[RECORDS]
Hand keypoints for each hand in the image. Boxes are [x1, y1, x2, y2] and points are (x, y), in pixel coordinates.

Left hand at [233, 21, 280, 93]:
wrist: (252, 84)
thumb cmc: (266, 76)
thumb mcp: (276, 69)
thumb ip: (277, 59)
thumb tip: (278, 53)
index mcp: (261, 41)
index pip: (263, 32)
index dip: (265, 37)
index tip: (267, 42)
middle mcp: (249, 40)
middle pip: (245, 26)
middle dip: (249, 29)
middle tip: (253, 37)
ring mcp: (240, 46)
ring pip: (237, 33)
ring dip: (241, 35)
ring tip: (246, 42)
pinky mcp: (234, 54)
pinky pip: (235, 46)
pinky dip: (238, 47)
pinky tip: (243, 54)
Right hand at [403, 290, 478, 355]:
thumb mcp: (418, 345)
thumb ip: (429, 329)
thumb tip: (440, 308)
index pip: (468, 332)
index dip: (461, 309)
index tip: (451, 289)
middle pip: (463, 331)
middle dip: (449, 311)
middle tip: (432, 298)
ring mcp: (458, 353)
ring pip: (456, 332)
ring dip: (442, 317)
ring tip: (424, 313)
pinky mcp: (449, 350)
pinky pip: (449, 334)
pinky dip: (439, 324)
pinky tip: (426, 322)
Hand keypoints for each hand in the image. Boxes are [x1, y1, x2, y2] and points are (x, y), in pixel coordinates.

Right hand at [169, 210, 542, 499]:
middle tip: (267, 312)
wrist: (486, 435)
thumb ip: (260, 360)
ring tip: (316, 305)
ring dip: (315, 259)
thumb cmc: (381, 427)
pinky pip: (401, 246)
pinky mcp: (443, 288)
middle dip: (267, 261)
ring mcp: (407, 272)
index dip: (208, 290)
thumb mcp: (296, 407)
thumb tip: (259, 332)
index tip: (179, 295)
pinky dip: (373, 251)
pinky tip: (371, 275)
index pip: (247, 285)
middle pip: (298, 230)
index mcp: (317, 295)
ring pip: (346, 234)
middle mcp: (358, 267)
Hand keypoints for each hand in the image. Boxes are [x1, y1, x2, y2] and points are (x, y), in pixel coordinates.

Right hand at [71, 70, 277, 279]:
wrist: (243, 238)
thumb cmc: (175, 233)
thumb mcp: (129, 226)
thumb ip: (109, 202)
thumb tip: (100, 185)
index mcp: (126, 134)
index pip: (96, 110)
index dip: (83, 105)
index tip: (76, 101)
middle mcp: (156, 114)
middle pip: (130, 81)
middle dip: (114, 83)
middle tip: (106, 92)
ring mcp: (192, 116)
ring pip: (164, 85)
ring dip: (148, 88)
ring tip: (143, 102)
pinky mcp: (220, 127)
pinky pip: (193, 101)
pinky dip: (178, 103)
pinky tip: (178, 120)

[EXERCISE DIRECTIONS]
Give the listing again, exactly as it was written.

[SOLUTION FOR THIS TASK]
Hand keypoints for each hand in the image. Boxes are [x1, y1, x2, y2] and points are (x, y), in pixel coordinates.

Left hand at [233, 21, 280, 93]:
wrist: (252, 84)
thumb cmc: (266, 76)
thumb mcp: (276, 69)
thumb ip: (277, 59)
thumb tip: (278, 53)
index mcp: (261, 41)
index pip: (263, 32)
index dip: (265, 37)
index tip: (267, 42)
middle mcp: (249, 40)
middle pip: (245, 26)
middle dip: (249, 29)
middle tip: (253, 37)
ring mcp: (240, 46)
ring pip: (237, 33)
ring dip: (241, 35)
ring tip: (246, 42)
pinky mcp: (234, 54)
pinky pip: (235, 46)
pinky dip: (238, 47)
pinky tip: (243, 54)
Right hand at [403, 290, 478, 355]:
thumb mcp: (418, 345)
thumb ip: (429, 329)
thumb tip: (440, 308)
index pip: (468, 332)
index dip: (461, 309)
index tip: (451, 289)
middle pip: (463, 331)
middle dip: (449, 311)
middle tip: (432, 298)
ring mcp: (458, 353)
ring pip: (456, 332)
ring dip: (442, 317)
ring tip: (424, 313)
pinky mcp: (449, 350)
pinky pip: (449, 334)
pinky dip: (439, 324)
pinky tip: (426, 322)
Hand keypoints for each hand in the image. Boxes are [x1, y1, x2, y2] and points are (x, y), in pixel coordinates.

Right hand at [169, 210, 542, 499]:
middle tip: (267, 312)
wrist: (486, 435)
thumb ip: (260, 360)
ring tip: (316, 305)
ring dip: (315, 259)
thumb cmc: (381, 427)
pinky pip: (401, 246)
pinky mcp: (443, 288)
middle dip: (267, 261)
ring mcp: (407, 272)
index dip: (208, 290)
thumb mcp: (296, 407)
thumb tip: (259, 332)
index tip: (179, 295)
pinky dip: (373, 251)
pinky tip: (371, 275)
index pip: (247, 285)
middle pip: (298, 230)
index mcp: (317, 295)
ring pip: (346, 234)
middle mcp: (358, 267)
Hand keypoints for each hand in the image. Boxes are [x1, y1, x2, y2] and points are (x, y), in pixel coordinates.

Right hand at [71, 70, 277, 279]:
wrist: (243, 238)
thumb cmc: (175, 233)
thumb mcp: (129, 226)
thumb ip: (109, 202)
thumb tip: (100, 185)
index mcp: (126, 134)
index pip: (96, 110)
index dip: (83, 105)
index tip: (76, 101)
middle mcp: (156, 114)
middle pip: (130, 81)
middle dip: (114, 83)
middle tip: (106, 92)
ring mcp: (192, 116)
ring pip: (164, 85)
ring dip: (148, 88)
ring tip: (143, 102)
pinky mcp: (220, 127)
pinky pip: (193, 101)
pinky dip: (178, 103)
pinky tip: (178, 120)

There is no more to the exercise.